(Activity): Output only an exact transcription of the line containing "ring mcp: (424, 324)" and all lines that follow it in the data below.

(Record extracts):

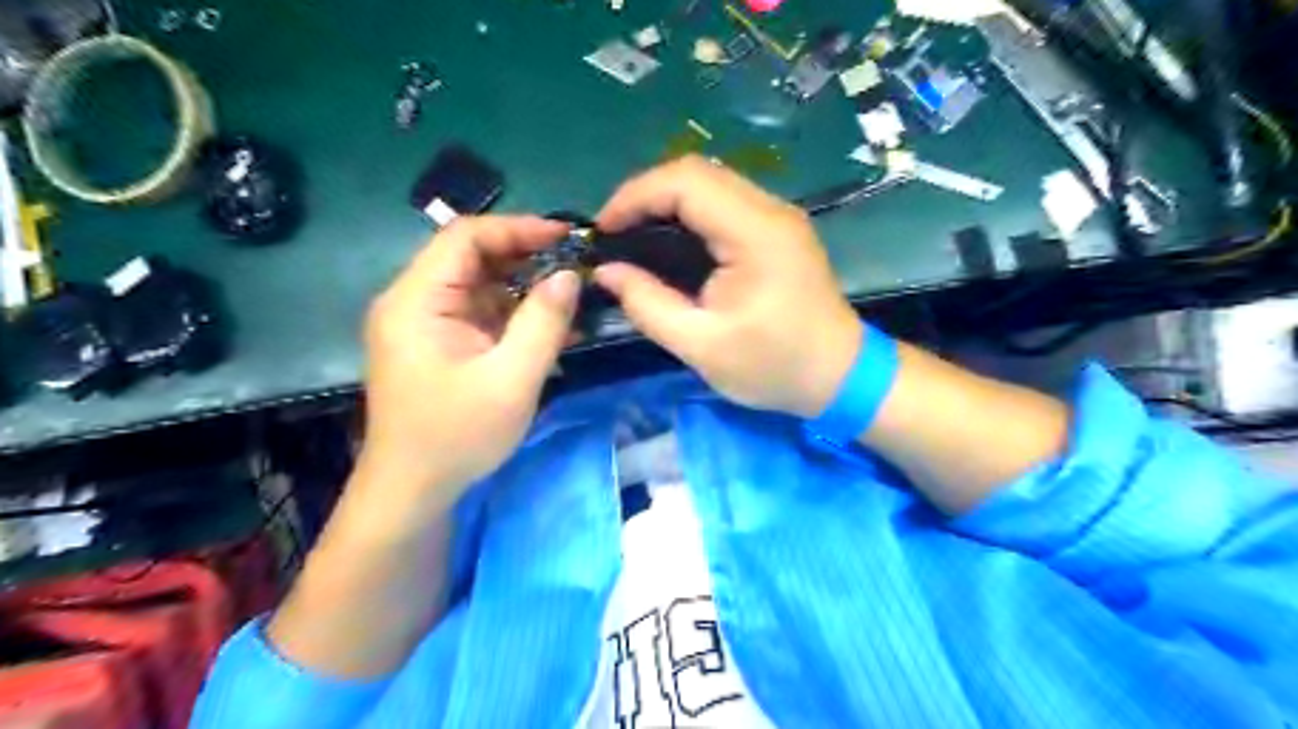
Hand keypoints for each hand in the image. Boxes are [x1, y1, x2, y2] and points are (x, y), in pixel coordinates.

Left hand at [353, 213, 577, 515]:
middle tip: (576, 266)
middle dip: (526, 257)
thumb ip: (544, 322)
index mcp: (417, 300)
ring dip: (525, 287)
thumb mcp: (512, 379)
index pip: (465, 236)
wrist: (413, 491)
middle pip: (472, 257)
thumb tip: (570, 275)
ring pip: (480, 285)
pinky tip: (553, 326)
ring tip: (572, 296)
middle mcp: (413, 301)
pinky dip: (515, 315)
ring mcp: (424, 324)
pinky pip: (480, 314)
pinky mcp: (438, 344)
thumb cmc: (457, 436)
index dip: (518, 228)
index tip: (567, 238)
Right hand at [594, 158, 858, 418]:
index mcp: (755, 233)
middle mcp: (770, 210)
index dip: (635, 195)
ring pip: (711, 183)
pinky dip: (689, 213)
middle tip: (614, 233)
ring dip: (667, 201)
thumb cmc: (774, 366)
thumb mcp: (701, 346)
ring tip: (634, 235)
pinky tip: (670, 241)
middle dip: (646, 195)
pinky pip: (725, 203)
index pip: (686, 182)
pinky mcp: (778, 230)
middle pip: (697, 173)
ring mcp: (778, 217)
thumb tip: (606, 272)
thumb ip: (648, 305)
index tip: (603, 229)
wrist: (840, 376)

(Task response):
ring mcp: (424, 324)
pinky pip: (480, 314)
pinky mcp: (438, 344)
thumb cmc: (457, 436)
index dip: (518, 228)
index tip: (567, 238)
Right hand at [594, 158, 858, 418]:
index mcp: (755, 233)
middle mcp: (770, 210)
index dip: (635, 195)
ring pip: (711, 183)
pinky dip: (689, 213)
middle tip: (614, 233)
ring dip: (667, 201)
thumb cmc: (774, 366)
thumb mcp: (701, 346)
ring tip: (634, 235)
pinky tip: (670, 241)
middle dip: (646, 195)
pinky pip: (725, 203)
index pip: (686, 182)
pinky mcp: (778, 230)
middle pip: (697, 173)
ring mcp: (778, 217)
thumb tip: (606, 272)
thumb ip: (648, 305)
index tip: (603, 229)
wrist: (840, 376)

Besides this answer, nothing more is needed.